A crack of ice made him freeze, but the split wasn’t under his feet. He turned, and saw the bear not more than a few yards behind him, pulling its paw free of a hole in the ice. It tried to lumber forward and froze again as the ice cracked threateningly. It looked at Avery across the ice, knowing it couldn’t reach him, reared up on its back legs and roared. Avery knew a warning when he heard it. “And don’t come back!”
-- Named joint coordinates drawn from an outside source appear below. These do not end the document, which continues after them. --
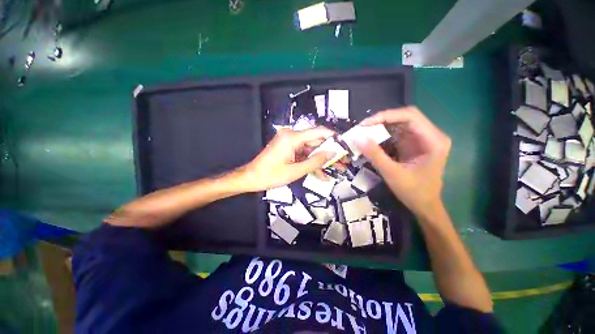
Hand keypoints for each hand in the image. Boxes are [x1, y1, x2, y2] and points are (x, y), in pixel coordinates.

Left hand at [241, 127, 334, 191]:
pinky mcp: (288, 148)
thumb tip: (331, 153)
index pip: (318, 132)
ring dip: (321, 159)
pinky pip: (303, 153)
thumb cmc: (271, 175)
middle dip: (329, 152)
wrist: (252, 178)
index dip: (333, 137)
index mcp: (292, 138)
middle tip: (342, 161)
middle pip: (316, 141)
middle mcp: (291, 136)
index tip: (344, 144)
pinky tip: (321, 172)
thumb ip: (315, 162)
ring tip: (336, 169)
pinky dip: (311, 162)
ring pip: (311, 149)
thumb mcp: (295, 171)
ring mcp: (289, 142)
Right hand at [355, 107, 450, 216]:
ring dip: (382, 126)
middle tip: (363, 128)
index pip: (410, 116)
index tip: (365, 124)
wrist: (425, 205)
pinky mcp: (414, 144)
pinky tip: (373, 138)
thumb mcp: (392, 174)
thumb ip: (375, 155)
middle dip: (382, 120)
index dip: (386, 116)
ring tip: (365, 132)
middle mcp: (431, 135)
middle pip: (406, 117)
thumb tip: (358, 138)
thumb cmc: (413, 192)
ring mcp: (423, 139)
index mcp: (433, 141)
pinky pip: (398, 133)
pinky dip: (383, 134)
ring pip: (400, 123)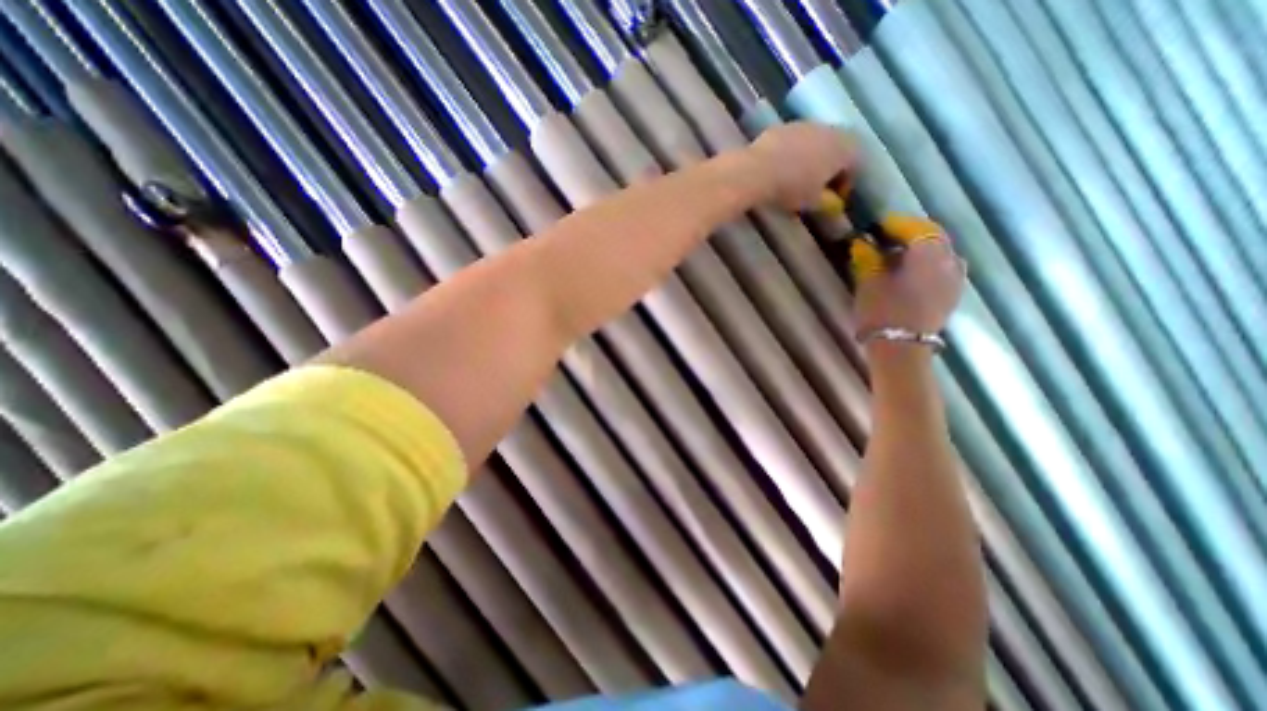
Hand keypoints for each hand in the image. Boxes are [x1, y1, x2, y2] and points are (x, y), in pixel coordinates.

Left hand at [745, 123, 854, 208]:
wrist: (756, 170)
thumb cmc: (792, 188)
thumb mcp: (813, 202)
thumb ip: (828, 203)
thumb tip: (833, 205)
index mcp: (844, 147)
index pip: (855, 163)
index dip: (845, 183)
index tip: (832, 199)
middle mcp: (828, 129)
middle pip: (835, 149)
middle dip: (828, 168)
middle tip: (815, 189)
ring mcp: (803, 125)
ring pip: (813, 143)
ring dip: (809, 159)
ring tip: (795, 180)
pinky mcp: (781, 127)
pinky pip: (792, 142)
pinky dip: (790, 155)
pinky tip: (778, 171)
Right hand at [857, 213, 966, 335]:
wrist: (902, 348)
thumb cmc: (883, 311)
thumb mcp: (869, 281)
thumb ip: (868, 257)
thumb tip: (863, 243)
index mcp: (930, 253)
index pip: (916, 227)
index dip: (895, 223)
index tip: (876, 225)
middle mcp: (950, 261)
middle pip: (932, 238)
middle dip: (909, 235)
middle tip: (884, 238)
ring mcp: (955, 280)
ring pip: (939, 254)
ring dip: (918, 251)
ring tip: (895, 257)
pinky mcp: (951, 296)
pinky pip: (941, 270)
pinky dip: (926, 266)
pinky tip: (908, 274)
Slowly, the echoes of its roar still reverberating through the mountain, it fell back down onto its paws. It watched him for another few long minutes, then it slowly turned away. He watched the bear amble back into the trees as the wind over the ice field tore at his clothes. He shivered, realizing that, while he was not going to die immediately, it was still on its way, swift and dark as a crow’s wing. His shelter was destroyed, his supplies cut off. He could not return to the trees. He stood on the ice alone, realizing there was nothing left to do, watching the bear recede in the distance as all grew silent except for the howling of the wind.

“Oh, Dan,” he whispered. “Where are you?”